## Problem requirements
Since the data must remain as supplied, reproduce it word for word.

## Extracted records

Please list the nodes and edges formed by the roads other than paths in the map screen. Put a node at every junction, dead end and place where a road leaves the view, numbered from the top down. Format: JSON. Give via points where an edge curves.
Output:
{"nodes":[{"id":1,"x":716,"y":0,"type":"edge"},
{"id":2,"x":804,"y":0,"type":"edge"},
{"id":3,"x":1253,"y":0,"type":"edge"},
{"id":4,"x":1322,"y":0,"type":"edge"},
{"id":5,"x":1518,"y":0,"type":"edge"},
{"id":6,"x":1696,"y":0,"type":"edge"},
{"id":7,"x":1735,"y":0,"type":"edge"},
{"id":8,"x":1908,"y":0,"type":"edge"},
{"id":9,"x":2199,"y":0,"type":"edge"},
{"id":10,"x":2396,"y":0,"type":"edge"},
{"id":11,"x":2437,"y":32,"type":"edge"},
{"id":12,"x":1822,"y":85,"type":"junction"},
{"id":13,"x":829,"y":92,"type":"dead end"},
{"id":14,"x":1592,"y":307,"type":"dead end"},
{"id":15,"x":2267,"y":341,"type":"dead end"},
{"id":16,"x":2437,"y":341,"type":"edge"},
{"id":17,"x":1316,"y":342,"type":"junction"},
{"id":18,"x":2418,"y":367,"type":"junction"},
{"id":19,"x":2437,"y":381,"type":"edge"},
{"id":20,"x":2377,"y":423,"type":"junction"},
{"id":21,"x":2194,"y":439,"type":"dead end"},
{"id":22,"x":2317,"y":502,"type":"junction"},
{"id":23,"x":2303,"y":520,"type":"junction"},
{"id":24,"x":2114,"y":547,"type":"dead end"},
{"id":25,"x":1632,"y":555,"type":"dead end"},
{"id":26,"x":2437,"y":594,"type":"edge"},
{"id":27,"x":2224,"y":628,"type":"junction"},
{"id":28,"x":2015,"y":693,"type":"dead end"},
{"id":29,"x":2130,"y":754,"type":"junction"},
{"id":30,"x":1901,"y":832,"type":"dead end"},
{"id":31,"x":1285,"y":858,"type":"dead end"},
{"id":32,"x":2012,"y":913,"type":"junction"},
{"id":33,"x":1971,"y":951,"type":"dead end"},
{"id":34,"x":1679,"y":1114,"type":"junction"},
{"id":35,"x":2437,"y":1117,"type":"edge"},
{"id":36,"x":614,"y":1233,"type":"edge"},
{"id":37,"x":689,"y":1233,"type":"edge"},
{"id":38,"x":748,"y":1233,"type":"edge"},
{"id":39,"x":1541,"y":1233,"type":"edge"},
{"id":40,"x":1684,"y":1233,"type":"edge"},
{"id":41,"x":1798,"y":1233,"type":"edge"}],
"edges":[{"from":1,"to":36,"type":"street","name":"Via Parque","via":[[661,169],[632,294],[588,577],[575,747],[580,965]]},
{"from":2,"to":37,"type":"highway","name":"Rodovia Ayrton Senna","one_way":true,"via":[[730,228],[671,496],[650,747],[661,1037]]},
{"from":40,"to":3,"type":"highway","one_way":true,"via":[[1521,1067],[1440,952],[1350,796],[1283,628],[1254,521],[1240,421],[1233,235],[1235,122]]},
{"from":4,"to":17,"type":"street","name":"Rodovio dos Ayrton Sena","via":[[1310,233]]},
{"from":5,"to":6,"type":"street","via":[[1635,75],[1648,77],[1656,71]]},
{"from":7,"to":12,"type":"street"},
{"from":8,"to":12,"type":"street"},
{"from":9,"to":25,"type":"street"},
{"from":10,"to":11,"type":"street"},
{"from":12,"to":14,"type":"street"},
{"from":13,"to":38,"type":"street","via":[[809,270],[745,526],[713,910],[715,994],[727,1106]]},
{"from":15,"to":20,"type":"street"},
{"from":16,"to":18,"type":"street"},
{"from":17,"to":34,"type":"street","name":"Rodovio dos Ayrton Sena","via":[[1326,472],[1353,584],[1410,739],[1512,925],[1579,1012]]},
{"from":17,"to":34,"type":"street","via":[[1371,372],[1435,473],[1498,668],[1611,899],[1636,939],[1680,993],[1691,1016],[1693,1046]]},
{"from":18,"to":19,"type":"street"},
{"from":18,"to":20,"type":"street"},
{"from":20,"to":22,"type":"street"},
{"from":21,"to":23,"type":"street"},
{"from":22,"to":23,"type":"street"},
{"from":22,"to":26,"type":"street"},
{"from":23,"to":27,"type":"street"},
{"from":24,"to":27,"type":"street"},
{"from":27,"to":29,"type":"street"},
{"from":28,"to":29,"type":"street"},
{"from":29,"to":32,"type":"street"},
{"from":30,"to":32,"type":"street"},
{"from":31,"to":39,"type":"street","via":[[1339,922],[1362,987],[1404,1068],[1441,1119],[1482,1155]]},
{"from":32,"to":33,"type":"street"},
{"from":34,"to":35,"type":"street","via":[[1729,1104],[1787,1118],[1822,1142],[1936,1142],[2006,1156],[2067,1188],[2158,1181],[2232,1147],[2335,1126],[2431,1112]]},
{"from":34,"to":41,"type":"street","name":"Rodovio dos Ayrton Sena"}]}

## Result for this exercise
Please list the nodes and edges formed by the roads other than paths in the map screen. Put a node at every junction, dead end and place where a road leaves the view, numbered from the top down. Format: JSON. Give via points where an edge curves.
Output:
{"nodes":[{"id":1,"x":716,"y":0,"type":"edge"},
{"id":2,"x":804,"y":0,"type":"edge"},
{"id":3,"x":1253,"y":0,"type":"edge"},
{"id":4,"x":1322,"y":0,"type":"edge"},
{"id":5,"x":1518,"y":0,"type":"edge"},
{"id":6,"x":1696,"y":0,"type":"edge"},
{"id":7,"x":1735,"y":0,"type":"edge"},
{"id":8,"x":1908,"y":0,"type":"edge"},
{"id":9,"x":2199,"y":0,"type":"edge"},
{"id":10,"x":2396,"y":0,"type":"edge"},
{"id":11,"x":2437,"y":32,"type":"edge"},
{"id":12,"x":1822,"y":85,"type":"junction"},
{"id":13,"x":829,"y":92,"type":"dead end"},
{"id":14,"x":1592,"y":307,"type":"dead end"},
{"id":15,"x":2267,"y":341,"type":"dead end"},
{"id":16,"x":2437,"y":341,"type":"edge"},
{"id":17,"x":1316,"y":342,"type":"junction"},
{"id":18,"x":2418,"y":367,"type":"junction"},
{"id":19,"x":2437,"y":381,"type":"edge"},
{"id":20,"x":2377,"y":423,"type":"junction"},
{"id":21,"x":2194,"y":439,"type":"dead end"},
{"id":22,"x":2317,"y":502,"type":"junction"},
{"id":23,"x":2303,"y":520,"type":"junction"},
{"id":24,"x":2114,"y":547,"type":"dead end"},
{"id":25,"x":1632,"y":555,"type":"dead end"},
{"id":26,"x":2437,"y":594,"type":"edge"},
{"id":27,"x":2224,"y":628,"type":"junction"},
{"id":28,"x":2015,"y":693,"type":"dead end"},
{"id":29,"x":2130,"y":754,"type":"junction"},
{"id":30,"x":1901,"y":832,"type":"dead end"},
{"id":31,"x":1285,"y":858,"type":"dead end"},
{"id":32,"x":2012,"y":913,"type":"junction"},
{"id":33,"x":1971,"y":951,"type":"dead end"},
{"id":34,"x":1679,"y":1114,"type":"junction"},
{"id":35,"x":2437,"y":1117,"type":"edge"},
{"id":36,"x":614,"y":1233,"type":"edge"},
{"id":37,"x":689,"y":1233,"type":"edge"},
{"id":38,"x":748,"y":1233,"type":"edge"},
{"id":39,"x":1541,"y":1233,"type":"edge"},
{"id":40,"x":1684,"y":1233,"type":"edge"},
{"id":41,"x":1798,"y":1233,"type":"edge"}],
"edges":[{"from":1,"to":36,"type":"street","name":"Via Parque","via":[[661,169],[632,294],[588,577],[575,747],[580,965]]},
{"from":2,"to":37,"type":"highway","name":"Rodovia Ayrton Senna","one_way":true,"via":[[730,228],[671,496],[650,747],[661,1037]]},
{"from":40,"to":3,"type":"highway","one_way":true,"via":[[1521,1067],[1440,952],[1350,796],[1283,628],[1254,521],[1240,421],[1233,235],[1235,122]]},
{"from":4,"to":17,"type":"street","name":"Rodovio dos Ayrton Sena","via":[[1310,233]]},
{"from":5,"to":6,"type":"street","via":[[1635,75],[1648,77],[1656,71]]},
{"from":7,"to":12,"type":"street"},
{"from":8,"to":12,"type":"street"},
{"from":9,"to":25,"type":"street"},
{"from":10,"to":11,"type":"street"},
{"from":12,"to":14,"type":"street"},
{"from":13,"to":38,"type":"street","via":[[809,270],[745,526],[713,910],[715,994],[727,1106]]},
{"from":15,"to":20,"type":"street"},
{"from":16,"to":18,"type":"street"},
{"from":17,"to":34,"type":"street","name":"Rodovio dos Ayrton Sena","via":[[1326,472],[1353,584],[1410,739],[1512,925],[1579,1012]]},
{"from":17,"to":34,"type":"street","via":[[1371,372],[1435,473],[1498,668],[1611,899],[1636,939],[1680,993],[1691,1016],[1693,1046]]},
{"from":18,"to":19,"type":"street"},
{"from":18,"to":20,"type":"street"},
{"from":20,"to":22,"type":"street"},
{"from":21,"to":23,"type":"street"},
{"from":22,"to":23,"type":"street"},
{"from":22,"to":26,"type":"street"},
{"from":23,"to":27,"type":"street"},
{"from":24,"to":27,"type":"street"},
{"from":27,"to":29,"type":"street"},
{"from":28,"to":29,"type":"street"},
{"from":29,"to":32,"type":"street"},
{"from":30,"to":32,"type":"street"},
{"from":31,"to":39,"type":"street","via":[[1339,922],[1362,987],[1404,1068],[1441,1119],[1482,1155]]},
{"from":32,"to":33,"type":"street"},
{"from":34,"to":35,"type":"street","via":[[1729,1104],[1787,1118],[1822,1142],[1936,1142],[2006,1156],[2067,1188],[2158,1181],[2232,1147],[2335,1126],[2431,1112]]},
{"from":34,"to":41,"type":"street","name":"Rodovio dos Ayrton Sena"}]}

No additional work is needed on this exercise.